= What you need to do =
Which of the lines in the records below hold the string "Bailey"? Copy every one of them.

(Data records)

- Opening Delimiter -

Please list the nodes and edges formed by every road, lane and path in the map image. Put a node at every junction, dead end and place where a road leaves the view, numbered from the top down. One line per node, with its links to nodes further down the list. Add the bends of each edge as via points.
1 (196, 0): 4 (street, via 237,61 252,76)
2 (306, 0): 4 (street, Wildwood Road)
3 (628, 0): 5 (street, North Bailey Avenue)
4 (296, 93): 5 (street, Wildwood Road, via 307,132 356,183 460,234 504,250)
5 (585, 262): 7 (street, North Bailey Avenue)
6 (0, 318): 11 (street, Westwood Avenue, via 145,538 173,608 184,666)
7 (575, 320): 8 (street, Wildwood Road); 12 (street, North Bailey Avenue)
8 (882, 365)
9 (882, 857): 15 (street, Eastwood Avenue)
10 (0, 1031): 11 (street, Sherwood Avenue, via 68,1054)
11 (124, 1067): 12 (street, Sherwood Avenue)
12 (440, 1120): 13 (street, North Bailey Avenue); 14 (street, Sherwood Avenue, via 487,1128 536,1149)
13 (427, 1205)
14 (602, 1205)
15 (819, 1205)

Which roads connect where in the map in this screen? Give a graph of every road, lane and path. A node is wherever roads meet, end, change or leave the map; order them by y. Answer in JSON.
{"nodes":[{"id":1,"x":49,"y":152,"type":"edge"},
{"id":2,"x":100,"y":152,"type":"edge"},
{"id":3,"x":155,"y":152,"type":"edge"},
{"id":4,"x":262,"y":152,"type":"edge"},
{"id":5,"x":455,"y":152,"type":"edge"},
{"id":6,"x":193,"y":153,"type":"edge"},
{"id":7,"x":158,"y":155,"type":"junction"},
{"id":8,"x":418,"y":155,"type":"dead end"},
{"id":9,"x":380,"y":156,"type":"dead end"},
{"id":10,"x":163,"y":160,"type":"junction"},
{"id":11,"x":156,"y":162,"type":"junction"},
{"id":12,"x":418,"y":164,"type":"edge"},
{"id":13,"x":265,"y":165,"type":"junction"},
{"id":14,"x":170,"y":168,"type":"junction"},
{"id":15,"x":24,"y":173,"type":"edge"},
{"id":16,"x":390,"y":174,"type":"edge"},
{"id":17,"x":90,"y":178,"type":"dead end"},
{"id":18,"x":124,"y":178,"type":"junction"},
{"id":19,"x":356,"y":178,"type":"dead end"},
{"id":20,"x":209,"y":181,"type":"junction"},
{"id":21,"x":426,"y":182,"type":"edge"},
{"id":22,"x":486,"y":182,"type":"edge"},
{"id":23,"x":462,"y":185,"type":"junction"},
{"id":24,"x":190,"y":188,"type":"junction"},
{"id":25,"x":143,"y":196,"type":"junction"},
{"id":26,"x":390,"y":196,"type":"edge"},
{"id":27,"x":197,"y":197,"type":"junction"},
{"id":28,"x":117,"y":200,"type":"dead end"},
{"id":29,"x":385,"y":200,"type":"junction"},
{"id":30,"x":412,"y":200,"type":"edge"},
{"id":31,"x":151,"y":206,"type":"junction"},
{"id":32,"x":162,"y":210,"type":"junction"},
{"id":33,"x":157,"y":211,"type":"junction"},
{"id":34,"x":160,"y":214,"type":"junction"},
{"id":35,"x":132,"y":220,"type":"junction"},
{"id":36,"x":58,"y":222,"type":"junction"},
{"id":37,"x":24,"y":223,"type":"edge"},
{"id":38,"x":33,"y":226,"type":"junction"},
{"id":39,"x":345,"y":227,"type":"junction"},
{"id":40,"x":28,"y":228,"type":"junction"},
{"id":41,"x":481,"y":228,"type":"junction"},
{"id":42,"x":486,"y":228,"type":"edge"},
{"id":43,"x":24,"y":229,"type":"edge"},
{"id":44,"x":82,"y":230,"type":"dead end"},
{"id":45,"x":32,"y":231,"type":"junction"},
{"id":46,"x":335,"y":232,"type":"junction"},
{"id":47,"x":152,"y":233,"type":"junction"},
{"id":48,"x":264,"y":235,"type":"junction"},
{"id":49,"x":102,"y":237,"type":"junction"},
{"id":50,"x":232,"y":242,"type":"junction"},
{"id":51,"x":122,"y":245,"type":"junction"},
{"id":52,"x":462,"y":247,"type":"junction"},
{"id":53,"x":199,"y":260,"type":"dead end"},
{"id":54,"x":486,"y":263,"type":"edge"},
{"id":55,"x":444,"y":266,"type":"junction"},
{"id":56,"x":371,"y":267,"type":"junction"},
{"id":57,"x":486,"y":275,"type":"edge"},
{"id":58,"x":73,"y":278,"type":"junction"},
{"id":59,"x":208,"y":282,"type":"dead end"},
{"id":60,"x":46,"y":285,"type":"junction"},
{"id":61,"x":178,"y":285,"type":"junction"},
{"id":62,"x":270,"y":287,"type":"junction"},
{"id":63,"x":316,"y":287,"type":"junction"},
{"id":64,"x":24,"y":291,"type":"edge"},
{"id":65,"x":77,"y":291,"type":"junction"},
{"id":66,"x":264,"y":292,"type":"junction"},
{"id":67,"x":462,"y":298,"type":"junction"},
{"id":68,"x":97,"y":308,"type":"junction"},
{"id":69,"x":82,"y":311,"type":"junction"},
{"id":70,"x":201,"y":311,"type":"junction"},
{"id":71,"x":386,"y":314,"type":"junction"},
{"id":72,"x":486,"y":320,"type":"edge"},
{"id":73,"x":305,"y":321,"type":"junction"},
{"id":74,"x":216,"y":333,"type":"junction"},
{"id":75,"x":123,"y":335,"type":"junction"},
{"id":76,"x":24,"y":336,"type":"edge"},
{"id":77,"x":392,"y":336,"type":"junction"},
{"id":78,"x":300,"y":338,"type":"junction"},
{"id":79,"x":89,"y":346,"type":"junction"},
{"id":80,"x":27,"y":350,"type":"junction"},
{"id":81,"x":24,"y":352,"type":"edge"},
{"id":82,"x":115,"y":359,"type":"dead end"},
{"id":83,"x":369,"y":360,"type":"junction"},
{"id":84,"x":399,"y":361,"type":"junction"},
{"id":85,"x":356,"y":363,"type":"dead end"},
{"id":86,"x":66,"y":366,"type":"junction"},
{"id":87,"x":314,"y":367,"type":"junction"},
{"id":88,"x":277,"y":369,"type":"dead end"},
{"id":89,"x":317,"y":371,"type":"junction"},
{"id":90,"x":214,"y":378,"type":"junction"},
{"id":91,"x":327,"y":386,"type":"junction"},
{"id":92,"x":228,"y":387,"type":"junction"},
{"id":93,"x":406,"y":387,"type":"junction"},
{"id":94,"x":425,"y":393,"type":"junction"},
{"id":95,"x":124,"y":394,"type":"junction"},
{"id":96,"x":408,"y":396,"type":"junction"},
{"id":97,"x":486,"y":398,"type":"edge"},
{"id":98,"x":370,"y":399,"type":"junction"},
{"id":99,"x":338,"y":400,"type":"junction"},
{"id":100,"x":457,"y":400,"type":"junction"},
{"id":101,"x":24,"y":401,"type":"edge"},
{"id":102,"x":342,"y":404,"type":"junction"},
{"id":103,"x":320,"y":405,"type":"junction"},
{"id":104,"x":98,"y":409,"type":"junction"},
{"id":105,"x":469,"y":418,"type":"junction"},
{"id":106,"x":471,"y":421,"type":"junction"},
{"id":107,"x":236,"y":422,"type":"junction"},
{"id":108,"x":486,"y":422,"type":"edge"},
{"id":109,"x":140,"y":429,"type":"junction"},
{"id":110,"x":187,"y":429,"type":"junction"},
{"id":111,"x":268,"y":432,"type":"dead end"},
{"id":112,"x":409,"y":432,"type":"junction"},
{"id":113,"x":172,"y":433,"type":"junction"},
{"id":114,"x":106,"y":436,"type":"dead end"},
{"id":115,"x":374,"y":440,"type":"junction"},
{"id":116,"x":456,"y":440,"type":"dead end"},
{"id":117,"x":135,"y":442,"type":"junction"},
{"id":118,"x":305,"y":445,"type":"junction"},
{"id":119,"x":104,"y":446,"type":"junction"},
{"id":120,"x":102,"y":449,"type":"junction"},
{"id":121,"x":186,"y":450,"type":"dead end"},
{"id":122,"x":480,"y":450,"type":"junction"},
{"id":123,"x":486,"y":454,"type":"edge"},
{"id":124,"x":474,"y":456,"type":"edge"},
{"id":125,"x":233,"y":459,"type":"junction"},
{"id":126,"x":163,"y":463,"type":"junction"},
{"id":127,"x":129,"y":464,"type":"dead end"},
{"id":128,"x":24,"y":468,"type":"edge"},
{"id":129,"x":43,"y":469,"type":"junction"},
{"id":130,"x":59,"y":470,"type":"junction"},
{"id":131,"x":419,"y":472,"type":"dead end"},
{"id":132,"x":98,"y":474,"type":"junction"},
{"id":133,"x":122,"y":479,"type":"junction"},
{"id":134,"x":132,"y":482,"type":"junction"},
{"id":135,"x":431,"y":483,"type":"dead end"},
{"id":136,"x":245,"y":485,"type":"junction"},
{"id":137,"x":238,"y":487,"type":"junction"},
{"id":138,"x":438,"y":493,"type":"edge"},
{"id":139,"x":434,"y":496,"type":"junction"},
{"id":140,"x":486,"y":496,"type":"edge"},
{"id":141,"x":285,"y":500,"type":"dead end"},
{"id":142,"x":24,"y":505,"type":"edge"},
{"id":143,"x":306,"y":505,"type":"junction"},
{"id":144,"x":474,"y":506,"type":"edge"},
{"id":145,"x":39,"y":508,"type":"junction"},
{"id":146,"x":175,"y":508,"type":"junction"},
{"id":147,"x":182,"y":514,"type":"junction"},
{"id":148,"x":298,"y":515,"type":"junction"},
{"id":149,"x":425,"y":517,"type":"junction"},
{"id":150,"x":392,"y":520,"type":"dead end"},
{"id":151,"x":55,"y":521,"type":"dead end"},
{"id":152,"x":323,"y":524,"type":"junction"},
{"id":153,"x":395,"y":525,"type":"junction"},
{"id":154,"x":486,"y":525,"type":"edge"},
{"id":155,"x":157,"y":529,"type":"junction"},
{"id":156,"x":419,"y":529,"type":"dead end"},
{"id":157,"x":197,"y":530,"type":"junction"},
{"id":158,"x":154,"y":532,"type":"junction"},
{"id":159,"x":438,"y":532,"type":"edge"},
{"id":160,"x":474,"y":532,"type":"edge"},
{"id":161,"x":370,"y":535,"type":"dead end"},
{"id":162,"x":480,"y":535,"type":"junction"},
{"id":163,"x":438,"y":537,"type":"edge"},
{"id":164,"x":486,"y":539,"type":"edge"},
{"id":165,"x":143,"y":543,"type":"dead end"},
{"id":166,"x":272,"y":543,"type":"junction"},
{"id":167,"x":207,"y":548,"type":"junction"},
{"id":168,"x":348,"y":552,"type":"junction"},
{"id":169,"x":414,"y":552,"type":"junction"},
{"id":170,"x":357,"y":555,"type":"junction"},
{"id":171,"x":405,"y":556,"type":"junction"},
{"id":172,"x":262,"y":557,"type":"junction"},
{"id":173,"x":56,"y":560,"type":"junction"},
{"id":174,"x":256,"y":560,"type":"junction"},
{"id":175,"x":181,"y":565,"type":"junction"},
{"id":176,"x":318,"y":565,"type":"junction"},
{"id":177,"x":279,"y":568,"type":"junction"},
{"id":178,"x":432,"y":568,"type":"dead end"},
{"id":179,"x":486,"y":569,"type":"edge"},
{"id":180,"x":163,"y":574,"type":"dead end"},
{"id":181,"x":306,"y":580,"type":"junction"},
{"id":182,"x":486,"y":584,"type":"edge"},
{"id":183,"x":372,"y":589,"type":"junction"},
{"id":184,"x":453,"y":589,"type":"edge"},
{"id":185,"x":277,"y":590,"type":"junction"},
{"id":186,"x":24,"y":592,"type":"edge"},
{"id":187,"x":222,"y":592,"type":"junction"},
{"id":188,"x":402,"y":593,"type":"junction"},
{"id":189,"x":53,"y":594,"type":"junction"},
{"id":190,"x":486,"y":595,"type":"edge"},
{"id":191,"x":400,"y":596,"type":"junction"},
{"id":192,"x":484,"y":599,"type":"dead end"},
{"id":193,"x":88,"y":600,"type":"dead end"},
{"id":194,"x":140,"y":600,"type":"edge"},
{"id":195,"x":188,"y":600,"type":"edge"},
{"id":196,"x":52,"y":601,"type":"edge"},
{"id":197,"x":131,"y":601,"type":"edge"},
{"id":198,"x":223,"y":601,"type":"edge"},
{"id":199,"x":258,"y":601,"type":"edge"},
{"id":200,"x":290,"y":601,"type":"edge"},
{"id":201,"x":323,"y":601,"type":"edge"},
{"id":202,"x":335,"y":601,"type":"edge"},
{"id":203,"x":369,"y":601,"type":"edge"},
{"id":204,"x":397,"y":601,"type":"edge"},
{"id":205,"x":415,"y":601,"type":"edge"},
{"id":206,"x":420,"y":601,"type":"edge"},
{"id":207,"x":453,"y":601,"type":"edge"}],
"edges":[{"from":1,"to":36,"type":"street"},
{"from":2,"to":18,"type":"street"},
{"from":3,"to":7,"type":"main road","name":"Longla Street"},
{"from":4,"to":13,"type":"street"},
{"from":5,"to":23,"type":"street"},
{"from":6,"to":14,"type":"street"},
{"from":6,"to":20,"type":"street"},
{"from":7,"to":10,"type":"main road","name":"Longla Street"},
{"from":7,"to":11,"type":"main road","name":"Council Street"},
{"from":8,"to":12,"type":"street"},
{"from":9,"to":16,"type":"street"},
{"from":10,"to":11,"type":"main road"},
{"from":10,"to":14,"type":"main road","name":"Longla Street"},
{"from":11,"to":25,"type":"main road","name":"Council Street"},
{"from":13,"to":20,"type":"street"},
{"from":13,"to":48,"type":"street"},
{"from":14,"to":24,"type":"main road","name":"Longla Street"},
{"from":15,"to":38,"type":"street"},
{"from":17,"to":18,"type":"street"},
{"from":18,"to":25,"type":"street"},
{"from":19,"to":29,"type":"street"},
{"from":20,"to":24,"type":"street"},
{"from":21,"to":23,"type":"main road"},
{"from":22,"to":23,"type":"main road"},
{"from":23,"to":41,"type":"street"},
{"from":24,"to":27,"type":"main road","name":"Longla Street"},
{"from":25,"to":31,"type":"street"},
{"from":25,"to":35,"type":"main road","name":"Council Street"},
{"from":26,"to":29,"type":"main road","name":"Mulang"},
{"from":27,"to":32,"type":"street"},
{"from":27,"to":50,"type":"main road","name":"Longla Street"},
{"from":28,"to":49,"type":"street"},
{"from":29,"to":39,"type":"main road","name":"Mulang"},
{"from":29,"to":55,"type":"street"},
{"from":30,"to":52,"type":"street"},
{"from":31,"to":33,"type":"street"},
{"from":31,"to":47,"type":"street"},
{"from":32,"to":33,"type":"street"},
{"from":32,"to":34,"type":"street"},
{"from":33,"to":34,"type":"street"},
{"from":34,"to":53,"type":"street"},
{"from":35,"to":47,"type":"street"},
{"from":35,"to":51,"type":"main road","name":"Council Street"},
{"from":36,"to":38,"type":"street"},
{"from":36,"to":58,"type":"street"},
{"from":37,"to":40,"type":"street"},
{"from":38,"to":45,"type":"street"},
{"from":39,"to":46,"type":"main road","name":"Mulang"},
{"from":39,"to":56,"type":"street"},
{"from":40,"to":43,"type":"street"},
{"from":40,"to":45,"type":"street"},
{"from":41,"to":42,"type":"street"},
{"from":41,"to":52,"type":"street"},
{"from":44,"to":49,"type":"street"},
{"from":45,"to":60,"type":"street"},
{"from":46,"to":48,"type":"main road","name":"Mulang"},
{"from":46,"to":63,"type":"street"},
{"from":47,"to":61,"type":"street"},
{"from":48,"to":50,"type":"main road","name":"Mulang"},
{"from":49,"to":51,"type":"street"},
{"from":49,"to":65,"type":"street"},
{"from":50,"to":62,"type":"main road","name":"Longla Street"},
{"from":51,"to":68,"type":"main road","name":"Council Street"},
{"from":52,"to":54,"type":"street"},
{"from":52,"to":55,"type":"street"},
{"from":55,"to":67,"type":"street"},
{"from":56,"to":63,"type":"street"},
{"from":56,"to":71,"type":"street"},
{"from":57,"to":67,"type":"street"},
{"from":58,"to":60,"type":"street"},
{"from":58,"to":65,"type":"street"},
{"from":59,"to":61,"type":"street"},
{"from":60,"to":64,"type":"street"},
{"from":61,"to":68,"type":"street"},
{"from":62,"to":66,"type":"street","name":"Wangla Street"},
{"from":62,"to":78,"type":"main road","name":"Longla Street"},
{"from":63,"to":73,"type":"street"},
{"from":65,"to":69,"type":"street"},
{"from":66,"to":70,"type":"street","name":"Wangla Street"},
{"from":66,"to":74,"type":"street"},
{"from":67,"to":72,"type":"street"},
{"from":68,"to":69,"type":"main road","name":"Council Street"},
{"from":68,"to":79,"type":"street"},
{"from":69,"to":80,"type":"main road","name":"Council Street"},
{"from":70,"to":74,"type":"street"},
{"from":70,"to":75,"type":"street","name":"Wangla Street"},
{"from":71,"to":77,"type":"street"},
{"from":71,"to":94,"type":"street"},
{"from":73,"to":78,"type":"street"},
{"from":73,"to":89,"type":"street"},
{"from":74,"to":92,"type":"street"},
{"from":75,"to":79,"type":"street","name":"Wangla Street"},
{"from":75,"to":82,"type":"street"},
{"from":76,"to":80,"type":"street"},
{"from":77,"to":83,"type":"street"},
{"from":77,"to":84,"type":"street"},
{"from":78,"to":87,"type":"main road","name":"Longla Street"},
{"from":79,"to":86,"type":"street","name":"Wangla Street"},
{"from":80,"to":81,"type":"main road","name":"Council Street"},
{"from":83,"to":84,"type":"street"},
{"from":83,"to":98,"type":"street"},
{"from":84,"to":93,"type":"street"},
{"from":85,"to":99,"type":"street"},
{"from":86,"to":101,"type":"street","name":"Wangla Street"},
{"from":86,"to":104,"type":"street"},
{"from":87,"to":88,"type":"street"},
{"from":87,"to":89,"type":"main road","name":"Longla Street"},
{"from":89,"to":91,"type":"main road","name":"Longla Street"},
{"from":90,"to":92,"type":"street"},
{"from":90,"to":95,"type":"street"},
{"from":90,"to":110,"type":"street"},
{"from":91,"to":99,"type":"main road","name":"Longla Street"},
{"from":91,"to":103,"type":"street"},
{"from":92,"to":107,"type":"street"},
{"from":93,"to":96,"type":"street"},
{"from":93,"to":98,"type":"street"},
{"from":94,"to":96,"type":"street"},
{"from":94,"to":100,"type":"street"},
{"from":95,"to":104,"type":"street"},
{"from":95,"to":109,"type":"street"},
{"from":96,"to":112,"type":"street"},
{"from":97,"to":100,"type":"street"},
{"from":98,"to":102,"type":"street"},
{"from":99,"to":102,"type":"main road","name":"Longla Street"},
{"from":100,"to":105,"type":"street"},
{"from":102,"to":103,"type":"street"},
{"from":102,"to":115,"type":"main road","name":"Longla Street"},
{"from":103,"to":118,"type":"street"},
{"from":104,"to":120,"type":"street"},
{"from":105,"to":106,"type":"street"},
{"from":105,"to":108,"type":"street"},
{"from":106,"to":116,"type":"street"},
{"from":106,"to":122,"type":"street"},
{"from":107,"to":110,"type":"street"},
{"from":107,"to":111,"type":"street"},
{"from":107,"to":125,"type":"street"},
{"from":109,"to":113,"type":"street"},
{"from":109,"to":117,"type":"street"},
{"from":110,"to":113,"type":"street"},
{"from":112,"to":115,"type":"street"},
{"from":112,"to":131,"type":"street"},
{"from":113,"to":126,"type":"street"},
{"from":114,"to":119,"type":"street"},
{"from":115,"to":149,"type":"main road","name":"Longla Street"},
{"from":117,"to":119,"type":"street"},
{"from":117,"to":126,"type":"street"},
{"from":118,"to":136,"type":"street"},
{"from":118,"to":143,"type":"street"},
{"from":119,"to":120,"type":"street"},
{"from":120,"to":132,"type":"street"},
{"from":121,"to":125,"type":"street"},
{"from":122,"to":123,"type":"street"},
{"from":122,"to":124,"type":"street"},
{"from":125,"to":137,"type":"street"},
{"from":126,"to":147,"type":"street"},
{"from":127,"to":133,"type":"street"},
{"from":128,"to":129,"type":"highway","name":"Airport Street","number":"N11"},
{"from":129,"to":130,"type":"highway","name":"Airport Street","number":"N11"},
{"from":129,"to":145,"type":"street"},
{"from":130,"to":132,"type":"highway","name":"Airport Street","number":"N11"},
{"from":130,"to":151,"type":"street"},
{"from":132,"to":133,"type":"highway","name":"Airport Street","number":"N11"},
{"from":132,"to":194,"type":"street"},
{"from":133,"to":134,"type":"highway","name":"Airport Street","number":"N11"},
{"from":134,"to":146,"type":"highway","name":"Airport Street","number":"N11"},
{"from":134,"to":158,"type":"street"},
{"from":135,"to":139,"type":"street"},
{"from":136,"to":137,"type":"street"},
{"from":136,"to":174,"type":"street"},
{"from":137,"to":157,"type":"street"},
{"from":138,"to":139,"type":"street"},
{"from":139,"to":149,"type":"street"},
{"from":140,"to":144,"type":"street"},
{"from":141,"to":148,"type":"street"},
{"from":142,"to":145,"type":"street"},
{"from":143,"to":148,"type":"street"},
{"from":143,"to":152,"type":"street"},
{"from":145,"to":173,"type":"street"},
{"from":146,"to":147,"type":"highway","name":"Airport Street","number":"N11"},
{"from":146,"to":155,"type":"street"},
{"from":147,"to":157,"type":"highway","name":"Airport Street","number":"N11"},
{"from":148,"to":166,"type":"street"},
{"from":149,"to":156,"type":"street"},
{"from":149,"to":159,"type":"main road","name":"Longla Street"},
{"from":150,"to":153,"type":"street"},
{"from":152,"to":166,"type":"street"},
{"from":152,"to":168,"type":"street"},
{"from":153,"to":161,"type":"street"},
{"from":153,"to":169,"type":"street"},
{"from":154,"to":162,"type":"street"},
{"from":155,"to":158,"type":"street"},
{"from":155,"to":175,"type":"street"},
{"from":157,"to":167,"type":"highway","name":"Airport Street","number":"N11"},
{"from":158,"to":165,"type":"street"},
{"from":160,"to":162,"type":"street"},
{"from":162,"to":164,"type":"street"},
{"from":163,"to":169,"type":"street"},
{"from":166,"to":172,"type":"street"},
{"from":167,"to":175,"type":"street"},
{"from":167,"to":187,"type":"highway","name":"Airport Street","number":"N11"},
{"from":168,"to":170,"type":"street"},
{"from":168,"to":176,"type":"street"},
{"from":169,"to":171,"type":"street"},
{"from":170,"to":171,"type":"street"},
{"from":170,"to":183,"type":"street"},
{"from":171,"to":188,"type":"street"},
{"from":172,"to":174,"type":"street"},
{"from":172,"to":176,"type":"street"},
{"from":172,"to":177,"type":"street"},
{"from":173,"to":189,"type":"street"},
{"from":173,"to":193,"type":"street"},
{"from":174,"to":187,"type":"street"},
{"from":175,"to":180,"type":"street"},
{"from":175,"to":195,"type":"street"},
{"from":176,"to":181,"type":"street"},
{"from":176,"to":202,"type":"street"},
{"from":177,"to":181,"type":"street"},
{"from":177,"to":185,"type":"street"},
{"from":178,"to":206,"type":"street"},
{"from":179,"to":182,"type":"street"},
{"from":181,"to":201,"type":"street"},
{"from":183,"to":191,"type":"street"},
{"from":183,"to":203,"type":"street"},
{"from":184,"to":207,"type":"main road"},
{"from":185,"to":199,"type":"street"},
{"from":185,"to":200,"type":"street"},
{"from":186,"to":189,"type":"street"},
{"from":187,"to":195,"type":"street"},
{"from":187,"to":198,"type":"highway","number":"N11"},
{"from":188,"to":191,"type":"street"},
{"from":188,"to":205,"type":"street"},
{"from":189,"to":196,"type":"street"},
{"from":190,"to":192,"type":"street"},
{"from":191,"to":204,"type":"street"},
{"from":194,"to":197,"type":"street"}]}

- Closing Delimiter -

= Your response =
3 (628, 0): 5 (street, North Bailey Avenue)
5 (585, 262): 7 (street, North Bailey Avenue)
7 (575, 320): 8 (street, Wildwood Road); 12 (street, North Bailey Avenue)
12 (440, 1120): 13 (street, North Bailey Avenue); 14 (street, Sherwood Avenue, via 487,1128 536,1149)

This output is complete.